[Collected data entries]
——
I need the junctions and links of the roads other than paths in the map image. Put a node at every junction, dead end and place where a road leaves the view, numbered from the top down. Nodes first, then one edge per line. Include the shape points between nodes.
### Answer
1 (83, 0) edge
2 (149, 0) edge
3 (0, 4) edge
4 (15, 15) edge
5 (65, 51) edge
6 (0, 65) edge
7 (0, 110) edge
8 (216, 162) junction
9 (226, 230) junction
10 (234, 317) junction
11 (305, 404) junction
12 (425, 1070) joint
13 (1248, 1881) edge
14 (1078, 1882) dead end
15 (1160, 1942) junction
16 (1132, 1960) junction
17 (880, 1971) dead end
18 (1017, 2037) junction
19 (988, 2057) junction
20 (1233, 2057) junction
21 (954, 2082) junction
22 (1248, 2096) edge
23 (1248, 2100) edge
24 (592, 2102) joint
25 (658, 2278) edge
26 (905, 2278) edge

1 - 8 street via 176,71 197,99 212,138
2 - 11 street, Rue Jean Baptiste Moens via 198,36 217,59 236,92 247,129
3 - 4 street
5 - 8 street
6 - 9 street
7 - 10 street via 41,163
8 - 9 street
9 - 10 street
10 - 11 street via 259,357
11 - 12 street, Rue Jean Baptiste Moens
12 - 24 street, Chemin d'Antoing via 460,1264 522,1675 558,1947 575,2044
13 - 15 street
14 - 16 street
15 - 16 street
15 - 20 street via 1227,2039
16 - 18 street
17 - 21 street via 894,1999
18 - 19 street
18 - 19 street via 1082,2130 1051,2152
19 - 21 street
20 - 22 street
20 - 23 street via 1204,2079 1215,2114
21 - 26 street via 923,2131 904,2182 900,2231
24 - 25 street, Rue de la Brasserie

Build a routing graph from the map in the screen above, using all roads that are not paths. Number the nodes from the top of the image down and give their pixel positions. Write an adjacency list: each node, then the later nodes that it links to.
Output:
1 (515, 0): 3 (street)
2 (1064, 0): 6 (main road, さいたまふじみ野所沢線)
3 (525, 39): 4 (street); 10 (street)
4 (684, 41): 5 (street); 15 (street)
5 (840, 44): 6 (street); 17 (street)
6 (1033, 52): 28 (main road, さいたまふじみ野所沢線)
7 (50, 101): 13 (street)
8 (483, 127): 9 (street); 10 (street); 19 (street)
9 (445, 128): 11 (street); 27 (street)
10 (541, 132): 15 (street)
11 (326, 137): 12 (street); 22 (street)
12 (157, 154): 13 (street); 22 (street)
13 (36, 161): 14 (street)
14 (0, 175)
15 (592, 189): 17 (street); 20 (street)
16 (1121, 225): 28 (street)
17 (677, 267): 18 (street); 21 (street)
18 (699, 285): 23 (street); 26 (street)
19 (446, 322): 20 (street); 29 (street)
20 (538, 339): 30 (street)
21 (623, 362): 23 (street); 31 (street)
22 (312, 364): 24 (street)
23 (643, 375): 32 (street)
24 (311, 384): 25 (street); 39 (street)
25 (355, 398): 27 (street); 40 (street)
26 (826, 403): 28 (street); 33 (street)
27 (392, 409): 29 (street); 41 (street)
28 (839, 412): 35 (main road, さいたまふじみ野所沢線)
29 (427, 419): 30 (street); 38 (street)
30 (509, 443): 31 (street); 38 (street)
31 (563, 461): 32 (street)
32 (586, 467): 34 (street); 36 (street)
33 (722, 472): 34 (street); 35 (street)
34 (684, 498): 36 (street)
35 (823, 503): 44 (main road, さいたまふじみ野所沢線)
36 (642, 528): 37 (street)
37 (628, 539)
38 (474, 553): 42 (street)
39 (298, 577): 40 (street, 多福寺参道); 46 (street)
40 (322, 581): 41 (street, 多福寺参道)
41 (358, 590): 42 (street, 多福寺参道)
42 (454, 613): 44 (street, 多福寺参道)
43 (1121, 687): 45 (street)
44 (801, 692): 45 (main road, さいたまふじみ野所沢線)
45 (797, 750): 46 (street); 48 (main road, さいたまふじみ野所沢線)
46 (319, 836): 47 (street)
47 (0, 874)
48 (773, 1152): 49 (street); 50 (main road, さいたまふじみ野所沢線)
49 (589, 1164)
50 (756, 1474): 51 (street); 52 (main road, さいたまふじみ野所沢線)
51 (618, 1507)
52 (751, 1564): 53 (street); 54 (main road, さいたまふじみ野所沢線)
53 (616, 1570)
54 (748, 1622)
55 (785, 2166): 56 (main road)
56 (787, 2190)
——
TASK PROMPT
Each record above has to be printed again, word for word.

EXERCISE OUTPUT
I need the junctions and links of the roads other than paths in the map image. Put a node at every junction, dead end and place where a road leaves the view, numbered from the top down. Nodes first, then one edge per line. Include the shape points between nodes.
### Answer
1 (83, 0) edge
2 (149, 0) edge
3 (0, 4) edge
4 (15, 15) edge
5 (65, 51) edge
6 (0, 65) edge
7 (0, 110) edge
8 (216, 162) junction
9 (226, 230) junction
10 (234, 317) junction
11 (305, 404) junction
12 (425, 1070) joint
13 (1248, 1881) edge
14 (1078, 1882) dead end
15 (1160, 1942) junction
16 (1132, 1960) junction
17 (880, 1971) dead end
18 (1017, 2037) junction
19 (988, 2057) junction
20 (1233, 2057) junction
21 (954, 2082) junction
22 (1248, 2096) edge
23 (1248, 2100) edge
24 (592, 2102) joint
25 (658, 2278) edge
26 (905, 2278) edge

1 - 8 street via 176,71 197,99 212,138
2 - 11 street, Rue Jean Baptiste Moens via 198,36 217,59 236,92 247,129
3 - 4 street
5 - 8 street
6 - 9 street
7 - 10 street via 41,163
8 - 9 street
9 - 10 street
10 - 11 street via 259,357
11 - 12 street, Rue Jean Baptiste Moens
12 - 24 street, Chemin d'Antoing via 460,1264 522,1675 558,1947 575,2044
13 - 15 street
14 - 16 street
15 - 16 street
15 - 20 street via 1227,2039
16 - 18 street
17 - 21 street via 894,1999
18 - 19 street
18 - 19 street via 1082,2130 1051,2152
19 - 21 street
20 - 22 street
20 - 23 street via 1204,2079 1215,2114
21 - 26 street via 923,2131 904,2182 900,2231
24 - 25 street, Rue de la Brasserie

Build a routing graph from the map in the screen above, using all roads that are not paths. Number the nodes from the top of the image down and give their pixel positions. Write an adjacency list: each node, then the later nodes that it links to.
Output:
1 (515, 0): 3 (street)
2 (1064, 0): 6 (main road, さいたまふじみ野所沢線)
3 (525, 39): 4 (street); 10 (street)
4 (684, 41): 5 (street); 15 (street)
5 (840, 44): 6 (street); 17 (street)
6 (1033, 52): 28 (main road, さいたまふじみ野所沢線)
7 (50, 101): 13 (street)
8 (483, 127): 9 (street); 10 (street); 19 (street)
9 (445, 128): 11 (street); 27 (street)
10 (541, 132): 15 (street)
11 (326, 137): 12 (street); 22 (street)
12 (157, 154): 13 (street); 22 (street)
13 (36, 161): 14 (street)
14 (0, 175)
15 (592, 189): 17 (street); 20 (street)
16 (1121, 225): 28 (street)
17 (677, 267): 18 (street); 21 (street)
18 (699, 285): 23 (street); 26 (street)
19 (446, 322): 20 (street); 29 (street)
20 (538, 339): 30 (street)
21 (623, 362): 23 (street); 31 (street)
22 (312, 364): 24 (street)
23 (643, 375): 32 (street)
24 (311, 384): 25 (street); 39 (street)
25 (355, 398): 27 (street); 40 (street)
26 (826, 403): 28 (street); 33 (street)
27 (392, 409): 29 (street); 41 (street)
28 (839, 412): 35 (main road, さいたまふじみ野所沢線)
29 (427, 419): 30 (street); 38 (street)
30 (509, 443): 31 (street); 38 (street)
31 (563, 461): 32 (street)
32 (586, 467): 34 (street); 36 (street)
33 (722, 472): 34 (street); 35 (street)
34 (684, 498): 36 (street)
35 (823, 503): 44 (main road, さいたまふじみ野所沢線)
36 (642, 528): 37 (street)
37 (628, 539)
38 (474, 553): 42 (street)
39 (298, 577): 40 (street, 多福寺参道); 46 (street)
40 (322, 581): 41 (street, 多福寺参道)
41 (358, 590): 42 (street, 多福寺参道)
42 (454, 613): 44 (street, 多福寺参道)
43 (1121, 687): 45 (street)
44 (801, 692): 45 (main road, さいたまふじみ野所沢線)
45 (797, 750): 46 (street); 48 (main road, さいたまふじみ野所沢線)
46 (319, 836): 47 (street)
47 (0, 874)
48 (773, 1152): 49 (street); 50 (main road, さいたまふじみ野所沢線)
49 (589, 1164)
50 (756, 1474): 51 (street); 52 (main road, さいたまふじみ野所沢線)
51 (618, 1507)
52 (751, 1564): 53 (street); 54 (main road, さいたまふじみ野所沢線)
53 (616, 1570)
54 (748, 1622)
55 (785, 2166): 56 (main road)
56 (787, 2190)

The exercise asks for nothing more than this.